Word for word, return each entry that follows, with every image removed.

Start of Block

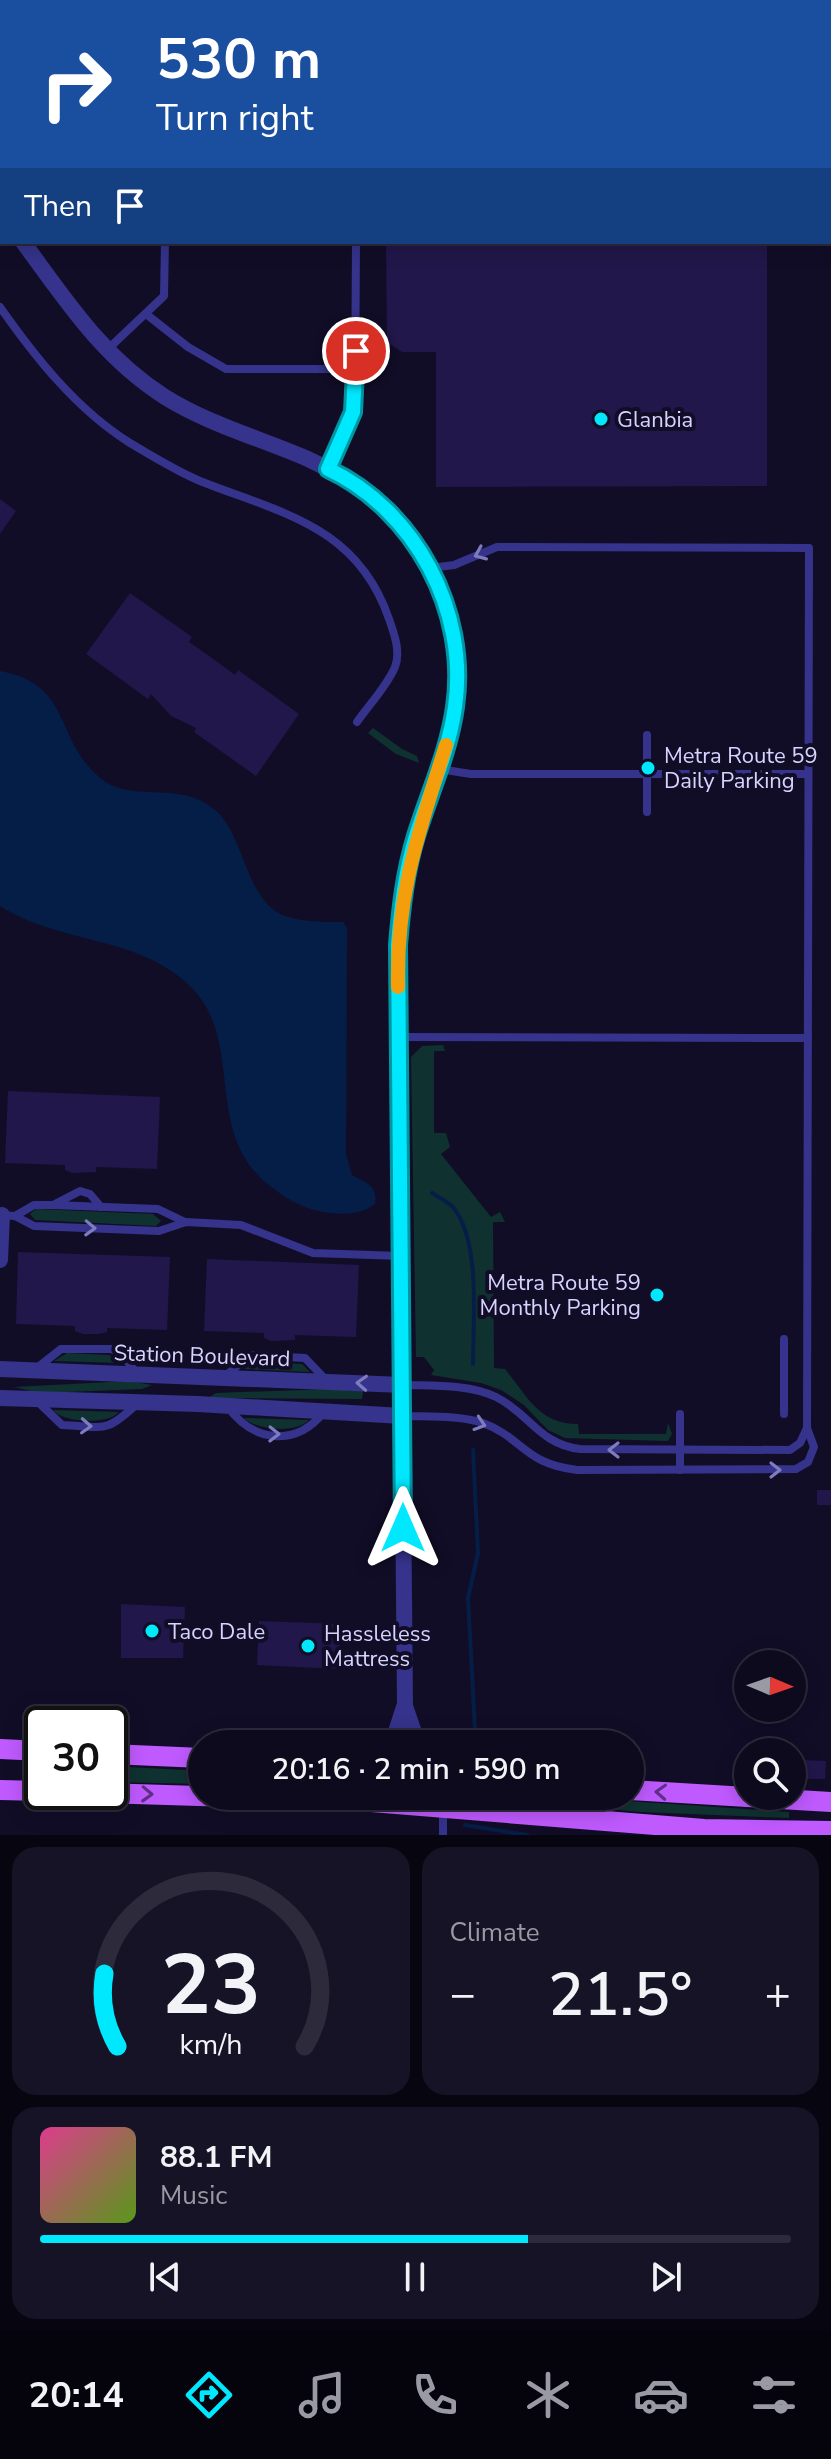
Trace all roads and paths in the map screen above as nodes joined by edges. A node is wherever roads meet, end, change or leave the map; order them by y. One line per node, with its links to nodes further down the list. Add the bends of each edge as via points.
1 (24, 244): 6 (street)
2 (165, 244): 5 (lane, via 164,296)
3 (356, 244): 7 (lane)
4 (0, 307): 10 (lane, via 42,365 127,441 197,480 309,522 354,560 387,613 397,657)
5 (146, 314): 6 (lane); 7 (lane, via 226,369)
6 (107, 350): 8 (street, via 184,408)
7 (356, 369): 8 (lane, via 353,412)
8 (328, 469): 9 (street, via 391,514)
9 (431, 568): 12 (street, via 449,616 457,676); 14 (lane, one-way to 9, via 809,548 497,547 454,565)
10 (357, 722)
11 (647, 735): 13 (lane)
12 (439, 769): 13 (lane, via 471,774); 16 (street, via 415,839 400,910)
13 (647, 774): 14 (lane); 15 (lane)
14 (808, 774): 17 (lane)
15 (647, 812)
16 (399, 1037): 17 (lane); 22 (street)
17 (808, 1038): 39 (lane)
18 (53, 1205): 19 (lane); 19 (lane, via 80,1191); 20 (lane, via 34,1205)
19 (101, 1207): 21 (lane, via 158,1209)
20 (5, 1216): 21 (lane, one-way to 21, via 34,1226 159,1231); 23 (street)
21 (186, 1222): 22 (lane, via 241,1225 313,1253)
22 (401, 1256): 30 (street)
23 (0, 1260)
24 (784, 1339): 37 (lane)
25 (0, 1369): 26 (street, Station Boulevard)
26 (34, 1370): 27 (street, Station Boulevard); 27 (lane, via 61,1349 111,1349 121,1353)
27 (138, 1375): 28 (street, Station Boulevard)
28 (223, 1378): 29 (street, Station Boulevard); 29 (lane, via 251,1355 305,1358)
29 (327, 1381): 30 (street, Station Boulevard, one-way to 29)
30 (403, 1385): 38 (street); 40 (lane, one-way to 30, via 568,1448 550,1441 495,1397)
31 (0, 1398): 32 (street)
32 (34, 1399): 33 (street); 33 (lane, one-way to 33, via 62,1425 103,1427 114,1425)
33 (138, 1402): 34 (street)
34 (226, 1405): 35 (street); 35 (lane, one-way to 35, via 240,1424 261,1433 307,1431)
35 (324, 1412): 38 (street)
36 (680, 1414): 40 (lane)
37 (784, 1414)
38 (402, 1416): 41 (lane, one-way to 41, via 484,1423 532,1458 554,1467); 42 (street)
39 (807, 1428): 40 (lane, via 790,1450); 41 (lane, one-way to 39, via 796,1469 808,1462 814,1447)
40 (680, 1450): 41 (lane)
41 (680, 1470)
42 (405, 1706): 43 (street); 44 (street)
43 (397, 1730)
44 (413, 1730)
45 (0, 1749): 46 (main road)
46 (24, 1750)
47 (128, 1755): 48 (main road)
48 (188, 1757)
49 (0, 1790): 50 (main road)
50 (24, 1791)
51 (644, 1791): 54 (main road, one-way to 51)
52 (128, 1794): 53 (main road, one-way to 53)
53 (188, 1796)
54 (831, 1802)
55 (443, 1810): 58 (lane)
56 (487, 1810): 57 (main road, via 675,1827)
57 (831, 1831)
58 (443, 1835)

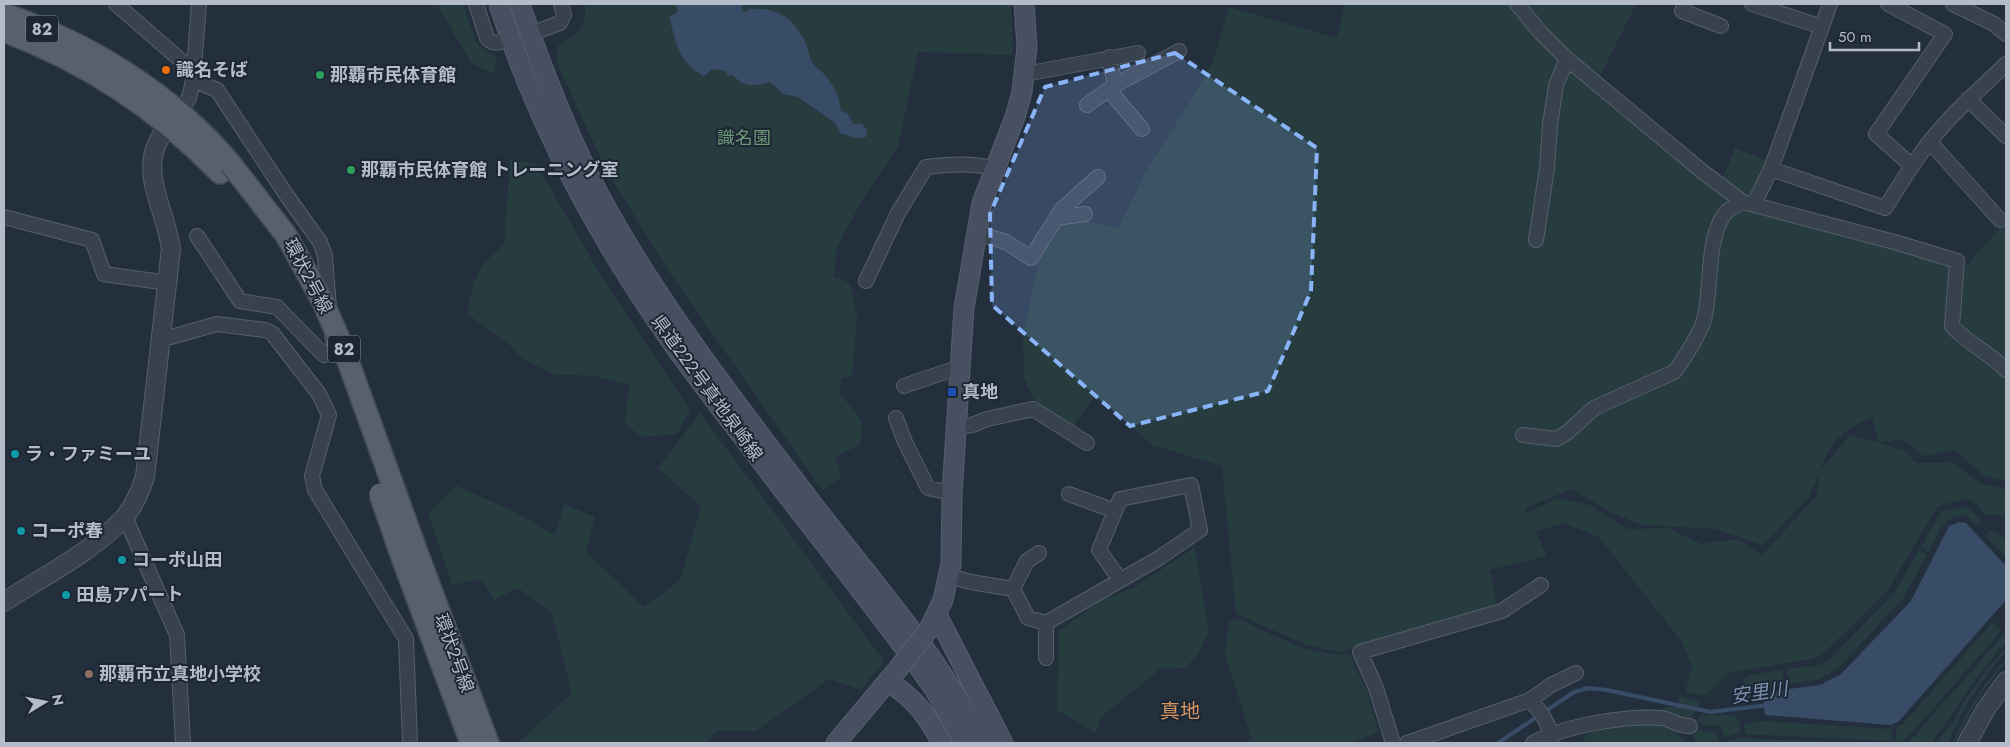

End of Block

**Response to this exercise**
Trace all roads and paths in the map screen above as nodes joined by edges. A node is wherever roads meet, end, change or leave the map; order them by y. One line per node, with its links to nodes further down the list. Add the bends of each edge as via points.
1 (24, 244): 6 (street)
2 (165, 244): 5 (lane, via 164,296)
3 (356, 244): 7 (lane)
4 (0, 307): 10 (lane, via 42,365 127,441 197,480 309,522 354,560 387,613 397,657)
5 (146, 314): 6 (lane); 7 (lane, via 226,369)
6 (107, 350): 8 (street, via 184,408)
7 (356, 369): 8 (lane, via 353,412)
8 (328, 469): 9 (street, via 391,514)
9 (431, 568): 12 (street, via 449,616 457,676); 14 (lane, one-way to 9, via 809,548 497,547 454,565)
10 (357, 722)
11 (647, 735): 13 (lane)
12 (439, 769): 13 (lane, via 471,774); 16 (street, via 415,839 400,910)
13 (647, 774): 14 (lane); 15 (lane)
14 (808, 774): 17 (lane)
15 (647, 812)
16 (399, 1037): 17 (lane); 22 (street)
17 (808, 1038): 39 (lane)
18 (53, 1205): 19 (lane); 19 (lane, via 80,1191); 20 (lane, via 34,1205)
19 (101, 1207): 21 (lane, via 158,1209)
20 (5, 1216): 21 (lane, one-way to 21, via 34,1226 159,1231); 23 (street)
21 (186, 1222): 22 (lane, via 241,1225 313,1253)
22 (401, 1256): 30 (street)
23 (0, 1260)
24 (784, 1339): 37 (lane)
25 (0, 1369): 26 (street, Station Boulevard)
26 (34, 1370): 27 (street, Station Boulevard); 27 (lane, via 61,1349 111,1349 121,1353)
27 (138, 1375): 28 (street, Station Boulevard)
28 (223, 1378): 29 (street, Station Boulevard); 29 (lane, via 251,1355 305,1358)
29 (327, 1381): 30 (street, Station Boulevard, one-way to 29)
30 (403, 1385): 38 (street); 40 (lane, one-way to 30, via 568,1448 550,1441 495,1397)
31 (0, 1398): 32 (street)
32 (34, 1399): 33 (street); 33 (lane, one-way to 33, via 62,1425 103,1427 114,1425)
33 (138, 1402): 34 (street)
34 (226, 1405): 35 (street); 35 (lane, one-way to 35, via 240,1424 261,1433 307,1431)
35 (324, 1412): 38 (street)
36 (680, 1414): 40 (lane)
37 (784, 1414)
38 (402, 1416): 41 (lane, one-way to 41, via 484,1423 532,1458 554,1467); 42 (street)
39 (807, 1428): 40 (lane, via 790,1450); 41 (lane, one-way to 39, via 796,1469 808,1462 814,1447)
40 (680, 1450): 41 (lane)
41 (680, 1470)
42 (405, 1706): 43 (street); 44 (street)
43 (397, 1730)
44 (413, 1730)
45 (0, 1749): 46 (main road)
46 (24, 1750)
47 (128, 1755): 48 (main road)
48 (188, 1757)
49 (0, 1790): 50 (main road)
50 (24, 1791)
51 (644, 1791): 54 (main road, one-way to 51)
52 (128, 1794): 53 (main road, one-way to 53)
53 (188, 1796)
54 (831, 1802)
55 (443, 1810): 58 (lane)
56 (487, 1810): 57 (main road, via 675,1827)
57 (831, 1831)
58 (443, 1835)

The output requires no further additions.